2. Deterministic Freedom?

a. History for Hegel is a determinism of thesis, antithesis, and synthesis (intellectual, logical, historical, and cultural determinism). It might seem paradoxical in such a context to speak of freedom, yet Hegel does. As Russell so poignantly observes, “Hegel uses freedom in a very peculiar sense. Freedom is the right to obey the police.” Hegel denies the reality of perfect or pure freedom; freedom such as we have it exists in a spectrum between pure despotism and anarchy. Judeo-Christian philosophy would agree with Hegel’s assertion that there is no freedom without law, but would repudiate the source of law which brings freedom being the state, or the pantheistic zeitgeist.

b. Marx derived his own historical determinism out of Hegel by only a few small but significant alterations. Hence Hegel’s nations becomes classes in Marx; Hegel’s Idea is replaced by methods of production. Hegel and Marx are otherwise virtually identical in most important respects.

c. Kierkegaardian vs. Hegel on freedom.

2. Relativity Thesis:

a. The dynamic (i. e. Dialectical) movement of the Geist in history permeates all categories of Hegel's philosophy (zeitgeist of the times). Its progression leads to new and changing national-spirits, whole cultures, laws, institutions, religions: moralities, etc. Nothing is permanent (cf. Heraclitus’ River). There is no universal moral standard/content except found in the Idea, in dialectic movement. Cultures and their moral bases represent vacillating moral Phoenixes. With so many categories of today’s society in transition (information, education, science and technology, morals, place of residence) it is all to easy to uncritically swallow the Hegelian thesis of universal historical relativity (Sociology of Knowledge Thesis). In our world of ubiquitous change and diversity some things do appear perennially (e.g. C. S. Lewis, The Abolition of Man; Mircea Eliade, The Myth of the Eternal Return: Or Cosmos and History). The fact that cultures do differ in many respects (cultural relativism thesis in anthropology; contra ethnocentrism) is a separate question from whether they ought to differ in every conceivable respect; in fact no one can accept anything and everything which may be done or conceived: relativism is always hypocritical whether in worlds real or ideal.

3. Hegel helps formulate the question, "How does a historian in a later epoch of the Idea's movement understand the events of earlier periods under his relativity thesis?" The his­torian transcends by entering into the "spirit" of the time investigated.

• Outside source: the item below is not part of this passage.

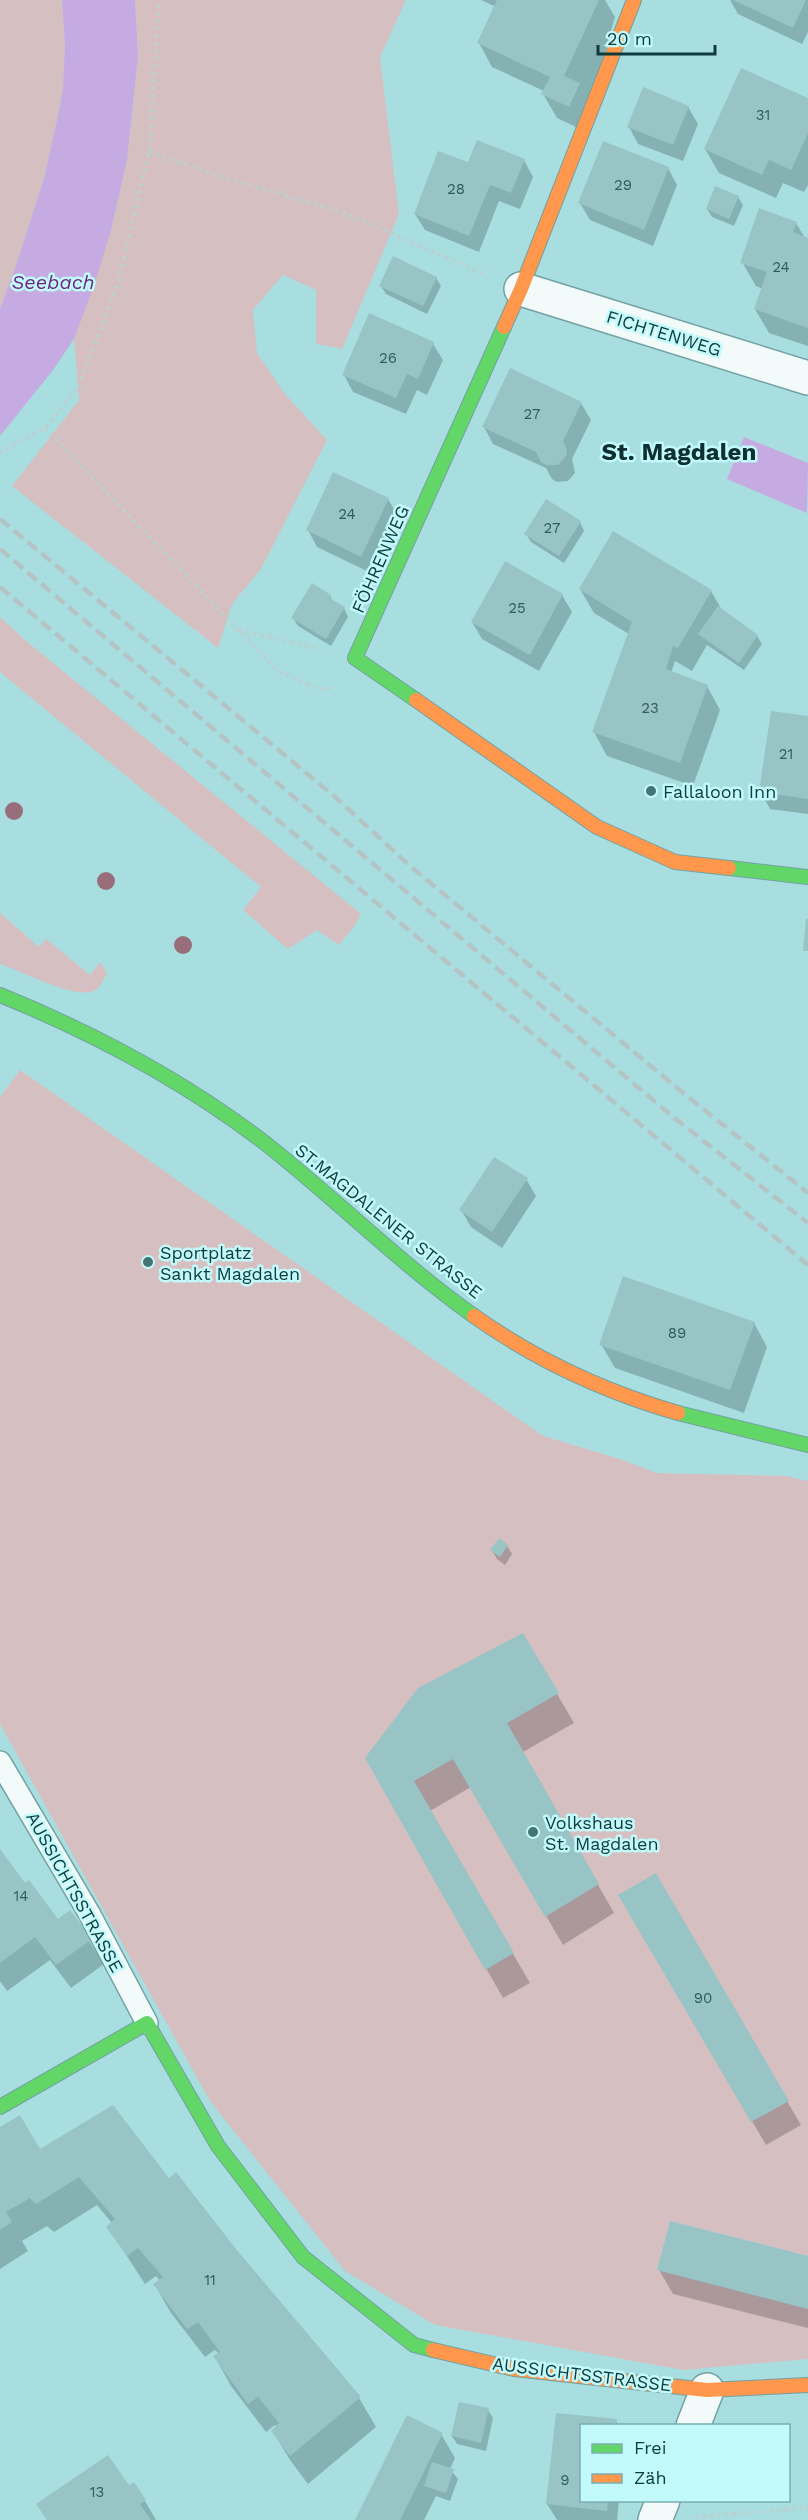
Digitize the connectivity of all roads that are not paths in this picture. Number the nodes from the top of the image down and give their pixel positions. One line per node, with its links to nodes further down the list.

4. An Absolute goal of history is inconsistent with pantheistic philosophy. Indeed history itself becomes problematic in Hegelian philosophy, for there can be no phenomenological access to creation or consummation (cf. linear, teleological history presupposes origin/goal; cf. Eliade, Mircea, The Myth of the Eternal Return: Or Cosmos and History).

Emphasis on self-identity/ class identity comprise the application of "scientific method" to political structure; instrumental in the division of Europe. No nationalism before the 17th century.